La communauté internationale peut exercer davantage de pression et aider à lutter contre la grave usurpation de souveraineté en cours en Guinée-Bissau, affirme l’ancienne ministre guinéenne de la Justice, Carmelita Pires.
« La communauté internationale, à commencer par l’ONU, l’Union africaine, la CEDEAO et la CPLP elle-même, disposent toutes d’instruments à cet égard », affirme Carmelita Pires dans des déclarations à la DW.
Selon le juriste, la Communauté économique des Etats de l’Afrique de l’Ouest (CEDEAO) devrait adopter une politique de « tolérance zéro » à l’égard des changements dans la normalité constitutionnelle en Guinée-Bissau, « en utilisant efficacement ses ressources juridiques ».
L’ancien dirigeant propose l’application effective de sanctions aux hauts responsables militaires qui ont renversé la Constitution de la République « pour renverser ces situations, surtout avec tant de preuves que c’est (l’ancien président) Umaro Sissoco Embaló qui est derrière tout cela ».
Comment les gens peuvent-ils agir ?
Carmelita Pires affirme qu’il ne sert à rien de parler de « révolution populaire » car « le peuple n’a pas d’armes » pour affronter les militaires, auteurs du coup d’État du 26 novembre 2025.
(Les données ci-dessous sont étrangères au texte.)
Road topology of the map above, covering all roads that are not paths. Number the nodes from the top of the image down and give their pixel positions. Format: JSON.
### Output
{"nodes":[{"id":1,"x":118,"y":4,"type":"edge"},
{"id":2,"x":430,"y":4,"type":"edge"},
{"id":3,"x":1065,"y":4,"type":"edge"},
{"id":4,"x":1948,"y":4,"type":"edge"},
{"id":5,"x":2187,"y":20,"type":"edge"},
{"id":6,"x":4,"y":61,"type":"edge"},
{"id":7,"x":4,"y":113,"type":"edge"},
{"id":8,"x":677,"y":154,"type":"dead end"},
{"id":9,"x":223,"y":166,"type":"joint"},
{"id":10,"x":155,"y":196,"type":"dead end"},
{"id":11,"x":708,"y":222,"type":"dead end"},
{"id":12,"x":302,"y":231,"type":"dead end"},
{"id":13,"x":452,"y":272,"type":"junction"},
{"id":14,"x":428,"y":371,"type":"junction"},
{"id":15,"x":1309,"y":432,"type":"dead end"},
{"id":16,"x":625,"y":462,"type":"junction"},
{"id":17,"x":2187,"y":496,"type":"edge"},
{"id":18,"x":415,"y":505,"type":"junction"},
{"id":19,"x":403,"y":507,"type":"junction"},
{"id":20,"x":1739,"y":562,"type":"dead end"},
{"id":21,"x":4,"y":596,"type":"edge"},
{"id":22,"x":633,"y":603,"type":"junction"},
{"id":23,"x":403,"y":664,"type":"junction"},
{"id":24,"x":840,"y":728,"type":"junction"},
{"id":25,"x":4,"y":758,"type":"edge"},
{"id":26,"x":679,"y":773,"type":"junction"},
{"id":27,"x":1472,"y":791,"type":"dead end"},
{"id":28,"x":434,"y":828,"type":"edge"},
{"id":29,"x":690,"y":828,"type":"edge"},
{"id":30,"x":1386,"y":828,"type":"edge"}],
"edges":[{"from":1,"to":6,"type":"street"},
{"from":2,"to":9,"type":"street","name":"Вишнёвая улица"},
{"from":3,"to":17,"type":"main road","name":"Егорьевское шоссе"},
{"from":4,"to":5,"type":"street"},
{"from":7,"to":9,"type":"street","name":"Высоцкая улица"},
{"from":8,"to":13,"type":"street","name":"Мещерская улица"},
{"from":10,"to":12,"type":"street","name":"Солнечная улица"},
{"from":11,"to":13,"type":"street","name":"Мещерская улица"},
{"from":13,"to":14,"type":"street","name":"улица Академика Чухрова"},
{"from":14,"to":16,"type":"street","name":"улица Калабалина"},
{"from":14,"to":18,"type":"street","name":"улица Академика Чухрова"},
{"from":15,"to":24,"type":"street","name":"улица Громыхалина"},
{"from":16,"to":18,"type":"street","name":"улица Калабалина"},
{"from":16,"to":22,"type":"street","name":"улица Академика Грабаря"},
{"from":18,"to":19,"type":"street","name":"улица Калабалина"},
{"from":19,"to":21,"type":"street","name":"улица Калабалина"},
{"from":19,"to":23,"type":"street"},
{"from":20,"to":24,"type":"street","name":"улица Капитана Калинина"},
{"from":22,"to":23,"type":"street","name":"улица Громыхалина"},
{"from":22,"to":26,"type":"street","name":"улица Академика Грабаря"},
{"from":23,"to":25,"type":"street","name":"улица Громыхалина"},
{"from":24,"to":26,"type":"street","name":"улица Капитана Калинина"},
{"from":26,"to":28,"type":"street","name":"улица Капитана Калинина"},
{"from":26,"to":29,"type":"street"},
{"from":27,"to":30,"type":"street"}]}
« Ils agissent violemment contre la population. Il est difficile de trouver une solution à ce niveau. La vérité est que nous sommes confrontés à l’effondrement total de la démocratie et de la légitimité populaire », dit l’ancien ministre. « Nous sommes confrontés à l’effondrement de notre Etat, une fois de plus usurpé par une puissance militaire sans aucune crédibilité. »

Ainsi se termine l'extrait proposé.